Mr. Flinders looked coldly at him. "I ought to have been called in before any evidence of the crime had been disturbed," he said.
"There wasn't a crime," Peter pointed out.
This threw the constable momentarily out of his stride. He thought again for some time, and presently asked:
"And you don't suspect no one in particular?"
Peter glanced at Charles, who said: "Rather difficult to say. I haven't any good reason to suspect anyone, but various people have been seen hanging about the Priory at different times."
"Ah!" said Mr. Flinders. "Now we are getting at something, sir. I thought we should. You'll have to tell me who you've seen hanging round, and then I shall know where I am."
"Well," said Charles. "There's Mr. Titmarsh to start with."
The constable's official cloak slipped from his shoulders. "Lor', sir, he wouldn't hurt a fly!" he said.
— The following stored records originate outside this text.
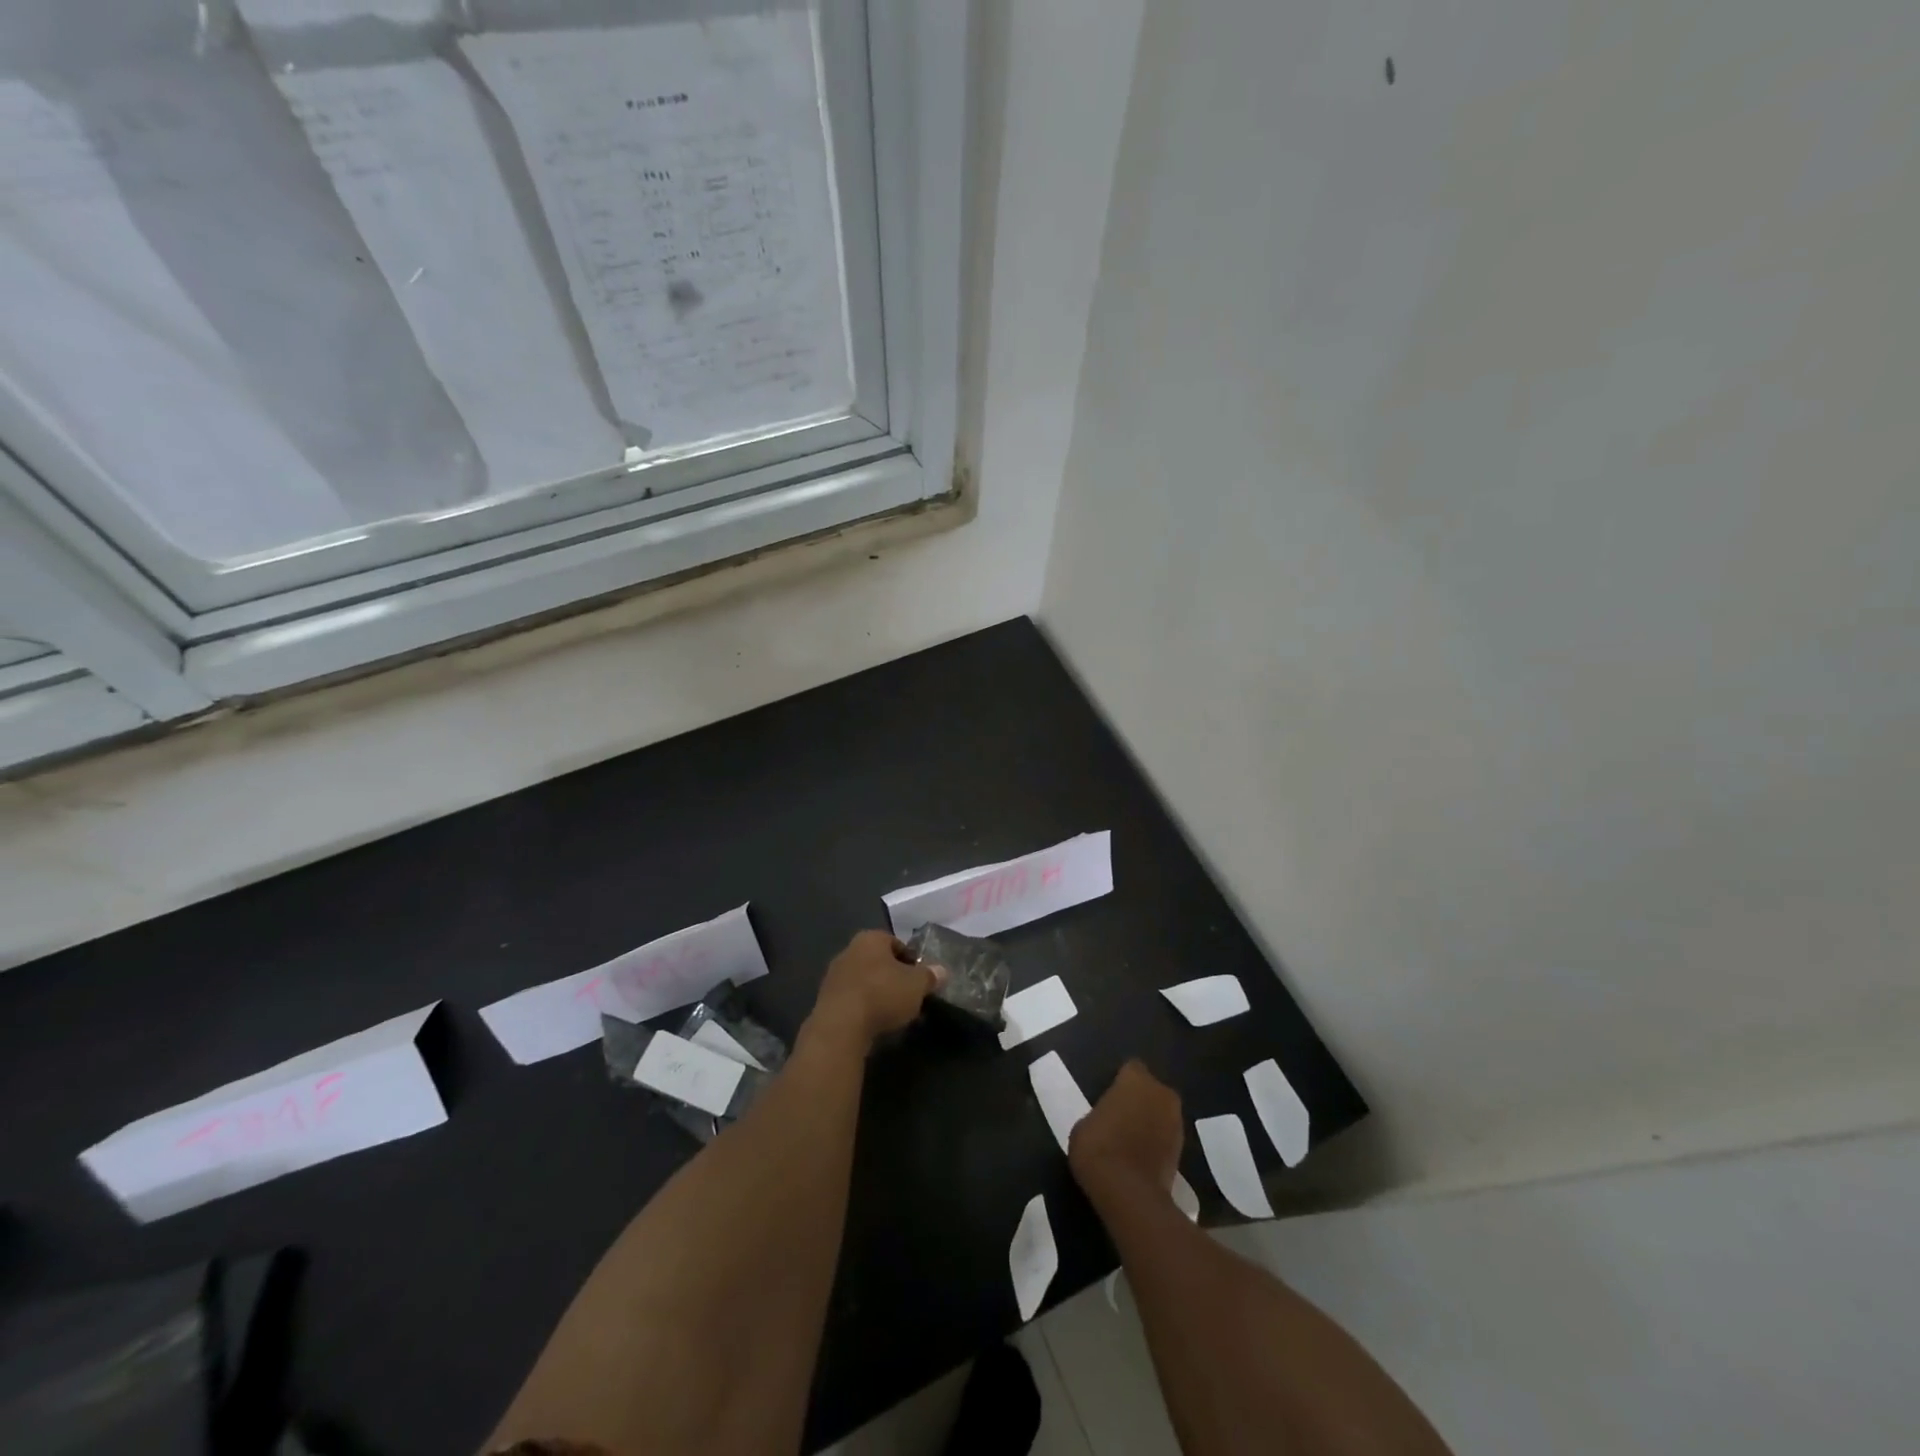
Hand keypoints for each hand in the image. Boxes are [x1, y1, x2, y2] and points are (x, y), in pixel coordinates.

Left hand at [806, 930, 940, 1053]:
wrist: (841, 1026)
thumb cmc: (882, 994)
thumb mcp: (917, 985)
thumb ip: (930, 976)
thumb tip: (942, 971)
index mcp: (871, 938)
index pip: (896, 943)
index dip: (911, 960)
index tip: (920, 979)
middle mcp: (849, 950)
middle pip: (878, 961)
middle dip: (893, 976)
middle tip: (908, 995)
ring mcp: (834, 975)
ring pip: (864, 980)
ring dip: (877, 993)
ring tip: (892, 1013)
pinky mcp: (825, 999)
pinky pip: (852, 998)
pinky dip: (863, 1007)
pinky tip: (873, 1023)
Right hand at [1069, 1061, 1183, 1205]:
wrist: (1128, 1193)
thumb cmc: (1098, 1147)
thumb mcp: (1084, 1124)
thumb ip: (1101, 1113)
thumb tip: (1108, 1119)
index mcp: (1136, 1079)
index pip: (1131, 1069)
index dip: (1120, 1082)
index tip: (1109, 1097)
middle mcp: (1161, 1093)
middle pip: (1151, 1090)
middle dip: (1140, 1100)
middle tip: (1120, 1117)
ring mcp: (1176, 1122)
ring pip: (1161, 1113)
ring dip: (1151, 1122)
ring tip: (1131, 1140)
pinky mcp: (1183, 1151)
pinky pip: (1166, 1138)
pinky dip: (1157, 1144)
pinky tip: (1141, 1158)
"I don't know what he does to flies," retorted Charles, "but he's death on moths."
Mr. Flinders shook his head. "Of course I shall have to follow it up," he said darkly. "That's what my duty is, but Mr. Titmarsh don't mean no harm. He was catching moths, that's what he was doing."
"So he told us, and for all I know it may be perfectly true. But I feel I should like to know something about the eccentric gentleman. You say he's above suspicion…'
He was stopped by a large hand raised warningly. "No, sir, that I never said, nor wouldn't. It'll have to be sifted. That's what I said."
"… and," continued Charles, disregarding the interruption, "I can't say that I myself think he's likely to be the guilty party. How long has he lived here?"
Mr. Flinders thought for a moment. "Matter of three years," he answered.
"Anything known about him?"
"There isn't nothing known against him, sir," said the constable. "Barring his habits, which is queer to some folk's way of thinking, but which others who has such hobbies can understand, he's what I'd call a very ordinary gentleman. Keeps himself to himself, as the saying is. He's not married, but Mrs. Fellowes from High Barn, who is his housekeeper, hasn't never spoken a word against him, and she's a very respectable woman that wouldn't stop a day in a place where there was any goings-on that oughtn't to be."